According to a report (October 2013) by Cloudera and Syncsort, to store one Terabyte of data in a mainframe costs anywhere from $20,000-100,000. That same data costs roughly $15,000-80,000 to store in a data warehouse. However, it only costs $250-$2500 to store it in a Hadoop cluster. That’s anywhere from six to 400 times cheaper than the alternatives.

But it’s not just about the associated costs. It’s also about getting a complete view of the data to be able to extract insights. Oftentimes companies don’t store certain data sets because their perceived value doesn’t justify the traditionally associated storage costs. Hadoop on the other hand allows companies to store and process the data at a much more efficient cost point enabling them to derive insights based on all of their data.

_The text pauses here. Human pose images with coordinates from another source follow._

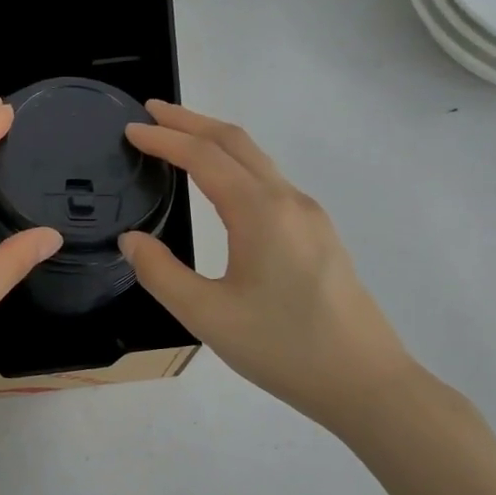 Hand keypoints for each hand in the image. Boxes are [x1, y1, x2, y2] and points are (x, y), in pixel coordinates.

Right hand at [120, 102, 418, 432]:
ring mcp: (309, 216)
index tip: (130, 129)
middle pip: (236, 141)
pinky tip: (220, 185)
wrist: (365, 382)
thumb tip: (131, 240)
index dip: (164, 139)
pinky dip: (235, 165)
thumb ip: (160, 273)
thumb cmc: (282, 348)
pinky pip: (269, 181)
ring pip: (257, 159)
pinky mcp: (318, 235)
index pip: (204, 157)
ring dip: (215, 141)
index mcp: (260, 212)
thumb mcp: (206, 316)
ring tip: (178, 139)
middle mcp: (288, 201)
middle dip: (191, 121)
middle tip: (151, 113) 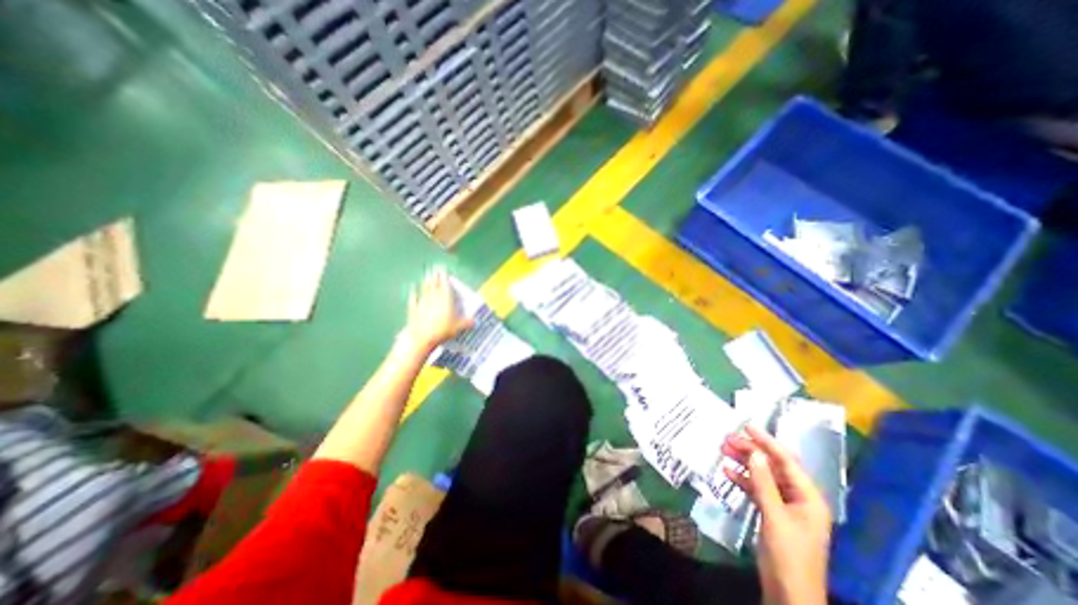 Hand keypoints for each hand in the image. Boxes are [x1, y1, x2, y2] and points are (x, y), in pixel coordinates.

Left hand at [402, 267, 473, 351]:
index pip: (445, 284)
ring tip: (426, 275)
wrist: (421, 337)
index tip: (443, 268)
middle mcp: (433, 297)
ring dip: (426, 282)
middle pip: (434, 284)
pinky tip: (412, 290)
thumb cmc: (443, 330)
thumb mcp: (458, 327)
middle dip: (435, 276)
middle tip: (434, 268)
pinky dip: (413, 294)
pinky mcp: (413, 310)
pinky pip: (414, 300)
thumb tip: (474, 321)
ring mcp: (422, 303)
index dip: (444, 276)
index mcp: (446, 298)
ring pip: (425, 289)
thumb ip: (467, 322)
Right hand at [723, 426, 831, 604]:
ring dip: (744, 463)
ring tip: (723, 450)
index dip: (767, 442)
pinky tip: (727, 472)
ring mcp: (785, 506)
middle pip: (773, 466)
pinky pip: (757, 489)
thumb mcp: (774, 516)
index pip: (786, 461)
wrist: (790, 595)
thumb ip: (763, 483)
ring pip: (763, 476)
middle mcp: (798, 497)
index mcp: (808, 497)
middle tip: (727, 439)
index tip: (746, 426)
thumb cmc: (789, 556)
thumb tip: (754, 452)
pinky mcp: (772, 513)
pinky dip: (742, 479)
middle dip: (751, 451) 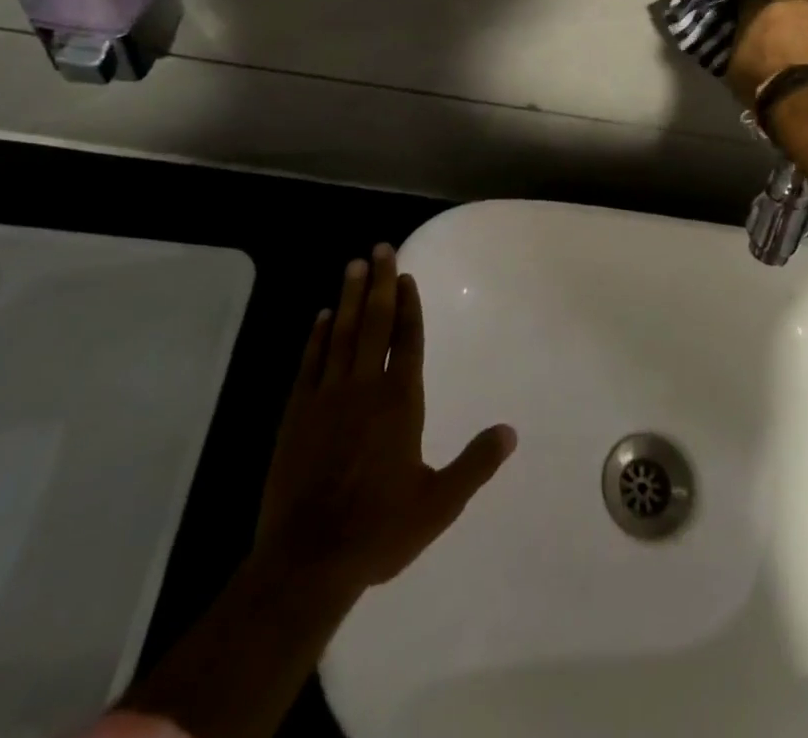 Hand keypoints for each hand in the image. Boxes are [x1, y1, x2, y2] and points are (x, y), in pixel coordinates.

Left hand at [251, 245, 515, 599]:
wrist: (307, 561)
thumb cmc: (379, 529)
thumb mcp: (439, 502)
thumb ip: (476, 463)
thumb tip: (511, 432)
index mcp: (400, 402)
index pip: (407, 340)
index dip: (409, 305)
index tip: (406, 275)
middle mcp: (364, 388)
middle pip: (374, 323)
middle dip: (379, 283)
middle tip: (380, 248)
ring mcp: (326, 398)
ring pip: (341, 334)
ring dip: (349, 298)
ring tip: (353, 266)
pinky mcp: (296, 414)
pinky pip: (310, 362)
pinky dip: (317, 336)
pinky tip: (321, 317) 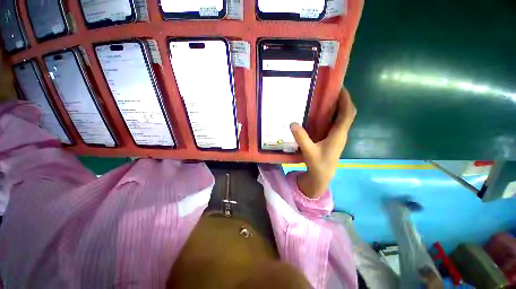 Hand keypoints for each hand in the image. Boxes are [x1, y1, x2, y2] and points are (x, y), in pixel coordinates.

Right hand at [290, 88, 355, 198]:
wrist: (322, 176)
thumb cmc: (318, 165)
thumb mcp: (309, 151)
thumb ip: (301, 138)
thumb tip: (292, 123)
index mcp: (338, 135)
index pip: (347, 114)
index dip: (346, 100)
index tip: (340, 88)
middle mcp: (341, 134)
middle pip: (347, 113)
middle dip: (342, 100)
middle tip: (331, 91)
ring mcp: (337, 137)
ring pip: (342, 118)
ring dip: (338, 107)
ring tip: (326, 99)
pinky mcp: (333, 139)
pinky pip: (335, 123)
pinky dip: (332, 116)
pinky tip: (321, 115) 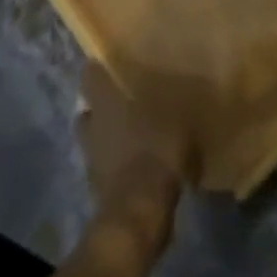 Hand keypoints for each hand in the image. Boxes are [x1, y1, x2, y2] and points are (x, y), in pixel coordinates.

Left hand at [78, 63, 194, 250]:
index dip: (101, 67)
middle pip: (90, 107)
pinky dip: (117, 162)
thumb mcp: (178, 118)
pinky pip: (106, 164)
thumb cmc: (156, 153)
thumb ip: (176, 100)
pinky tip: (139, 162)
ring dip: (109, 135)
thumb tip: (187, 84)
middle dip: (105, 104)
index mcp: (106, 102)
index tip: (115, 61)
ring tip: (136, 132)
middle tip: (128, 98)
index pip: (91, 75)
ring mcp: (92, 157)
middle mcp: (93, 124)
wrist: (138, 215)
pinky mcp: (97, 186)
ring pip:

So it’s no surprise that more and more companies are voting for hybrid architectures that uses a big data store like Hadoop to complement the existing EDW. The hybrid approach relieves pressure on existing infrastructure, lowers EDW costs by reducing the need for expensive DW infrastructure, saves management costs and lowers the barrier for data to become eligible to be stored. These benefits are achieved by being able to offload less frequently used or less valued data and improve performance by moving data transformation workloads to Hadoop.

The EDW ingests data via the Extract/Transform/Load (ETL) process from internal operational systems like CRMs, ERPs and other legacy systems. Users trust EDWs as reliable production environments because data quality and data governance are always enforced.

Offloading the data from the EDW into a Hadoop cluster requires modern data integration tools that connect natively to Hadoop and its distributions and that enable visual ‘orchestration’ of the whole process. This is similar to a classic ETL environment in which no coding or knowledge of legacy scripts are required. Modern integration tools make interacting with highly complex technologies like Hadoop easier than many people expect.

It’s extremely important that data integration tools operate bi-directionally, so that data can be transferred between the EDW and Hadoop store as needed. This is essential because Hadoop can store unstructured data types like social media, log data, machine data and sensor data in volumes that can’t be stored in the EDW. Very often analytical databases are part of these new hybrid environments. These query-oriented databases are designed to process rapidly high data volumes for analytical applications such as Business Intelligence.

5 Signs You May Need To Optimise Your EDW

  1. Do you have untapped high volume data sources that you would like to incorporate into analytics?
  2. Have you seen a rapid proliferation of the number and variety of data sources needed to support business processes?
  3. Are your BI power users demanding direct access to multiple operational systems and creating security concerns as a result?
  4. Do you want to accelerate the process of creating new data sets for predictive analytics?
  5. Do you want to extend cost savings from optimising the data warehouse with Hadoop?